Un diagnostic sans action s'arrête à mi-chemin. Si la réponse utile est « redémarre ce service précis », un montage en lecture seule renvoie le constat à un humain pour qu'il le retape. C'est acceptable, et c'est aussi pourquoi les permissions s'élargissent discrètement plus tard.

La lecture seule est donc un bon point de départ et une mauvaise destination. La destination, c'est un accès en écriture étroit, passant par les mêmes portes qu'un humain.

Où la frontière a réellement sa place

Ni dans la consigne, ni dans le modèle. Dans la couche qui exécute, car c'est le seul endroit capable de refuser.

Trois propriétés rendent une telle couche digne de confiance, et les trois sont vérifiables plutôt que promises.

Les permissions viennent du système qui les détient déjà. Si l'assistant se connecte avec un compte existant, ce que ce compte peut toucher est exactement ce que l'assistant peut toucher. Aucun second modèle de permissions n'est inventé, donc rien à garder synchronisé et aucun moyen que les deux se contredisent.

Les opérations destructrices passent la même porte qu'un humain. Si supprimer un disque demande confirmation à une personne, cela doit aussi le faire quand un modèle le demande. Un chemin sûr pour les humains et ouvert pour l'automatisation n'est pas une frontière, c'est un raccourci avec un joli nom.

Chaque étape atterrit dans le journal d'audit. Qui, quoi, quand, sur quoi et avec quel résultat. Sans cela, la vraie question après un incident, « est-ce l'assistant qui a fait ça », n'a pas de réponse, et l'absence de réponse est en soi une raison de ne pas accorder l'accès.

La question à poser sur un tel outil

Non pas « est-ce sûr » mais « qu'est-ce qui refuse, et où cela vit-il ? »

Si la réponse est « on a dit au modèle de ne pas le faire », il n'y a pas de frontière. Si la réponse est « la couche d'exécution vérifie les permissions du compte et fait passer les étapes destructrices par une porte », il y en a une, et vous pouvez la tester : connectez-vous avec un compte restreint et vérifiez que le refus est réel.

Ce que fait Atlas

⚠️ Cette couche est prévue, pas livrée. Ce qui suit est la conception vers laquelle elle est construite, écrit ici parce que la question ci-dessus mérite une réponse honnête et non commerciale.

L'intention est que l'assistant se branche sur Atlas et non sur Proxmox. Proxmox se trouve dessous et le modèle ne l'atteint jamais directement ; il ne peut utiliser que ce qu'Atlas sait faire, ce qui laisse chaque porte existante sur le chemin.

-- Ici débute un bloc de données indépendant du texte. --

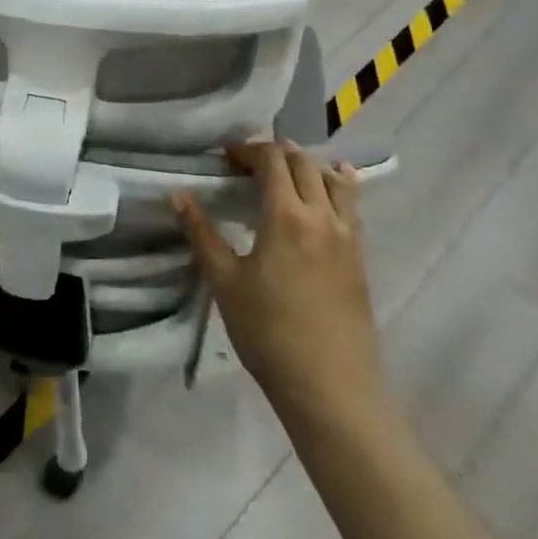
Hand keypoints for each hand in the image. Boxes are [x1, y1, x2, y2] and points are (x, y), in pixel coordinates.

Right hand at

La frontière est tracée par les permissions Proxmox, c'est-à-dire la première propriété ci-dessus : ce que le compte connecté peut toucher est tout ce que l'assistant touche, et aucun nouveau concept de permission n'apparaît. Les opérations destructrices gardent la confirmation qu'elles ont déjà, et le journal d'audit enregistre déjà qui, quoi, quand, sur quoi et avec quel résultat pour chaque action privilégiée, refus compris.

Elle est également pensée comme un composant séparé plutôt que comme une partie de l'installation : sur une machine qui n'en veut pas, elle n'est jamais présente. Cela compte pour la même raison que tout le reste de cet article. La frontière la plus sûre pour une capacité que vous n'avez pas choisie, c'est son absence.

Sources

La documentation officielle de Proxmox. En anglais, et c’est elle qui a le dernier mot sur ce sujet.